Yılın son Fed toplantısı yeni bir para politikası

Şant MANUKYAN Ekofobi

Çarşamba günü gerçekleşen toplantı ile beraber Fed yakın tarihin en önemli değişimini geçirdi ve enflasyon konusunu şoför koltuğuna oturttu. Veya en azından şoförün yan koltuğuna. Uzun bir süre boyunca enflasyonu geçici olarak nitelendiren Fed üyeleri zaten son haftalarda yükselişin kaygı verici olduğunu vurgulamaya başlamıştı. Geçici argümanının tamamen havada kalan bir argüman olduğunu söyleyemeyiz. Tedarik zincirlerinde yaşanan sorunların 2022’de hafiflemesi ve Çin ekonomisinde yaşanması muhtemel yavaşlama ile zaten başlamış olan emtia fiyatlarında gerilemenin sürmesi enflasyon üzerinde baskıyı belli oranda azaltacaktır.
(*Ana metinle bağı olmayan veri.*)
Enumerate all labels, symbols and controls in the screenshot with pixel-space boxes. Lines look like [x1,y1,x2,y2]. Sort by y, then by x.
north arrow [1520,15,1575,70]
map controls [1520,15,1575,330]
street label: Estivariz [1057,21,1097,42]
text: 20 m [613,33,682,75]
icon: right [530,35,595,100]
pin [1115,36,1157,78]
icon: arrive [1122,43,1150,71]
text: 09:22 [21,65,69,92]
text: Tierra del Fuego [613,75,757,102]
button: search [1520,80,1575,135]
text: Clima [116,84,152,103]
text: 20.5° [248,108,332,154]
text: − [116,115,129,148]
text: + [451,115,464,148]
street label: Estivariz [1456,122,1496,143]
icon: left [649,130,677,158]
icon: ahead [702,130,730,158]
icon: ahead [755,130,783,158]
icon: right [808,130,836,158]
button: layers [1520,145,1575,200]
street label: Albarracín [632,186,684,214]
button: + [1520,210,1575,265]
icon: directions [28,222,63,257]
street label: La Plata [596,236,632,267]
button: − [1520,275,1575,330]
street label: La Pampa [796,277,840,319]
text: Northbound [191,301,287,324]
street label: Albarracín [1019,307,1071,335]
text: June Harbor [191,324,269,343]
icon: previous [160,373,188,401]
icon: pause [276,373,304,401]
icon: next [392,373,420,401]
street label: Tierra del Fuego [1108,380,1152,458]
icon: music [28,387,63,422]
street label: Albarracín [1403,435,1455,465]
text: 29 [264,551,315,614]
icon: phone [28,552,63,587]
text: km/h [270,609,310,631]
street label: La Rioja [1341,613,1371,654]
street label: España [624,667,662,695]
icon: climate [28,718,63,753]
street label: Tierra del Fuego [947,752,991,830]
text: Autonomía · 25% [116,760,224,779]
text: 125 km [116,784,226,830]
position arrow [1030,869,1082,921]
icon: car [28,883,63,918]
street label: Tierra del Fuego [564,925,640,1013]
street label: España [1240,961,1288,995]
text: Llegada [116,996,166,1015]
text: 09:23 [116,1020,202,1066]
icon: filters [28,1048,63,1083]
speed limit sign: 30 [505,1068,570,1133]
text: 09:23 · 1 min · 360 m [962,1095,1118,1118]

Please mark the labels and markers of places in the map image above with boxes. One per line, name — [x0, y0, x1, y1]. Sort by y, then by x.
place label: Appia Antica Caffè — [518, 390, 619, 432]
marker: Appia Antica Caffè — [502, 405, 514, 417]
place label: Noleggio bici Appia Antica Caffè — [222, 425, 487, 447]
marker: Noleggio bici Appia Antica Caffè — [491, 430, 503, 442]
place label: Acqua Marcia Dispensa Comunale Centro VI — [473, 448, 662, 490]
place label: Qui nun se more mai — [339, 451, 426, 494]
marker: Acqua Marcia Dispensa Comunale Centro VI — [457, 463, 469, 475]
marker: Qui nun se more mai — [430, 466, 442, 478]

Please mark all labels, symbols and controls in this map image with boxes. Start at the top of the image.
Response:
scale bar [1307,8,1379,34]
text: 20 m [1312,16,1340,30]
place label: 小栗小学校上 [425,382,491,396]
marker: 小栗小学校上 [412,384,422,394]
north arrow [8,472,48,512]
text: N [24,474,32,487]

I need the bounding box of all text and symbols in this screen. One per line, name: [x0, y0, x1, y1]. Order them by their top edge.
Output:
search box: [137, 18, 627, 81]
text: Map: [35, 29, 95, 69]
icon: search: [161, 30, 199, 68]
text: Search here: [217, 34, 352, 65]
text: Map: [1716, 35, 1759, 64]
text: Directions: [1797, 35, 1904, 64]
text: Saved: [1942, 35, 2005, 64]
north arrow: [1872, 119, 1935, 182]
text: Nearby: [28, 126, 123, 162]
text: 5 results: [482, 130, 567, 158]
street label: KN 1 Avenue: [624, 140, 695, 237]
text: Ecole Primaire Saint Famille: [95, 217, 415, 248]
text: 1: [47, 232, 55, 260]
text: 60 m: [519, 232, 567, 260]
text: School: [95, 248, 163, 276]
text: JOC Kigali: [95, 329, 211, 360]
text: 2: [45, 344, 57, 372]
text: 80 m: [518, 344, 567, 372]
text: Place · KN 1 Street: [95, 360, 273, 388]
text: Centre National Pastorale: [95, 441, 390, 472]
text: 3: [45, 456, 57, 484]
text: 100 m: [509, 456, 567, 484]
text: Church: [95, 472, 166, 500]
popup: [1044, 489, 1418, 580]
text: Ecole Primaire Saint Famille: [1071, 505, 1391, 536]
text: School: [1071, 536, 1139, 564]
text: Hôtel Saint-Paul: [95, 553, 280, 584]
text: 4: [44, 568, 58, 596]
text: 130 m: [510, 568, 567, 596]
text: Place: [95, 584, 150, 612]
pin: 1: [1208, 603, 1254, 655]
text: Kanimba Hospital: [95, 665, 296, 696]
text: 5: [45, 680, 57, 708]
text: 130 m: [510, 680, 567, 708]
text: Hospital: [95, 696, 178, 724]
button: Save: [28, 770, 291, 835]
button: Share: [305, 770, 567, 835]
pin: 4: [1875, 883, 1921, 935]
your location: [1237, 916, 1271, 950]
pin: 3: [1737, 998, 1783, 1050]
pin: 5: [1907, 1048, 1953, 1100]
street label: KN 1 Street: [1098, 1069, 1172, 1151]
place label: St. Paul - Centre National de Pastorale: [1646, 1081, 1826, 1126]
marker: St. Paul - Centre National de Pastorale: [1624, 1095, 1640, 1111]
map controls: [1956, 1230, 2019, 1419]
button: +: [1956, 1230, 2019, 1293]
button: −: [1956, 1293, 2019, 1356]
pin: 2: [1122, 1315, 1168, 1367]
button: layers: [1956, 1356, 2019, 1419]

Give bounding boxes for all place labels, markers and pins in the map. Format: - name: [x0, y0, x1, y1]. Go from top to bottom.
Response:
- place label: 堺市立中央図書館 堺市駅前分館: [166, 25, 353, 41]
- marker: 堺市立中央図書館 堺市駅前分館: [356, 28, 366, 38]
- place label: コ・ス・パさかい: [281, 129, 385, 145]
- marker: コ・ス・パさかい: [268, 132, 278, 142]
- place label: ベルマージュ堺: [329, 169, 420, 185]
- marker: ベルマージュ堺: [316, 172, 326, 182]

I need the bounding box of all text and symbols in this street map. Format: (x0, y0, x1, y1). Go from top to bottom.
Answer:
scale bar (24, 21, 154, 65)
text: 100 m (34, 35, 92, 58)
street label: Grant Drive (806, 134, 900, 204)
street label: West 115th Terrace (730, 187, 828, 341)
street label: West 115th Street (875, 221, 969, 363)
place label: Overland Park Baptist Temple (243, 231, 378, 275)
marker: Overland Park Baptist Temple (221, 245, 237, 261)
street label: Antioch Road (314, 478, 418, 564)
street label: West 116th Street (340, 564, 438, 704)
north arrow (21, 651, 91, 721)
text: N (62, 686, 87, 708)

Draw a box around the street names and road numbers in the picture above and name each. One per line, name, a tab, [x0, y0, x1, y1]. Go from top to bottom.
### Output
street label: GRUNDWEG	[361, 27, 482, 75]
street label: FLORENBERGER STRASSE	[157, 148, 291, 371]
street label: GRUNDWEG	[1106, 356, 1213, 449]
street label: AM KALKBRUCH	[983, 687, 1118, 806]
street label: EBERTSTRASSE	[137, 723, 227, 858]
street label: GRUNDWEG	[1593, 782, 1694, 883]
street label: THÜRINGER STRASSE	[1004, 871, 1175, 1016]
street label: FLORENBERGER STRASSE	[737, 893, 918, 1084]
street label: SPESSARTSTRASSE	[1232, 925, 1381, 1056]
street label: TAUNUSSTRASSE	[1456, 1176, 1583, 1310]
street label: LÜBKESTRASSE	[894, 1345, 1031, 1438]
Ancak son anketlerde görüldüğü üzere gerek tüketicilerde gerekse iş dünyasında kısa vadeli enflasyon beklentilerinde bozulma çok net bir şekilde kendisini gösteriyor.

Powell konuşmasında ücret baskısı kaynaklı enflasyon sorunu yaşanmadığını belirtse de istihdam maliyetlerinin net artışlar yarattığı bir dönemden geçiyoruz. Dahası 2020 ve 2021 başında vatandaşlara sağlanan destek çeklerinin önemli bir bölümü banka mevduatlarında bekliyor. Bu paranın enflasyon beklentilerinde bozulma ile beraber harcamaya yönelmesi sorunu çok daha büyütebilir. Bu gelişmeler ışığında Fed piyasada beklendiği gibi varlık alımlarını daha hızlı sonlandırma kararı aldı. Bu adımın enflasyon ile mücadele adımı olarak görülmemesi gerektiğini düşünüyorum. Cari ekonomik toparlanmanın ışığında enflasyon yüzde 1,5 bile olsa Fed varlık alımlarını bitirecekti. Önemli olan bilançosunu daraltma kararı olacaktır.

Öte yandan piyasa açısından daha beklenmedik olan diyebileceğimiz adım 2022 ve 2023’te üçer faiz artışı ön görülmesi. Her ne kadar seneye toplantılarda görüşünü açıklayacak yeni beş üye daha olacak olsa da daha önce çok daha ılımlı bir faiz artışı ön gören Fed açısından sert bir değişim diyebiliriz. Varlık sınıflarının ise bu değişime farklı tepkiler verdiğini görüyoruz. Yüksek değerlemelere rağmen hisse endeksleri karar sonrası sert bir yükseliş gösterdi. Daha önceki faiz artışı dönemlerinde de endeksler yükseldiği için bu şaşırtıcı değil. Zira faiz artışı genelde ısınan, canlı bir ekonomiye işaret eder. Ancak yüksek enflasyonun şirket karları üzerinde etkilerini henüz görmedik. Bu nedenle 2022’de önce gerileyen daha sonra yükselen bir hisse senedi piyasası söz konusu olacaktır.

Endüstriyel emtia grubunun ana temsilcileri bakır ve petrol de Fed’in enflasyonu büyümeyi baltalamayacak bir şekilde yavaşlatacağını var sayarak yükseldi. Ancak bu iki grubun karşısında sabit getirili varlıklar var. ABD getiri eğrisi Fed’in bu politikayı hayata geçirmesi durumunda ekonominin yavaşlayacağını düşünüyor. Yani piyasalar arasında bir çelişki var ve bir taraf yanlış fiyatlama yapıyor. Değerli metallerin uzun süredir hareketsiz olduğunu ve hatta gümüş vakasında değer kaybettiğini görüyoruz. Fed’in reel faizleri yükseltmesi değerli metaller açısından negatif olsa da çok sert bir yükseliş organize edebileceklerini düşünmüyorum. Bu nedenle olası bir satıştan sonra değerli metaller yine toparlanacaktır.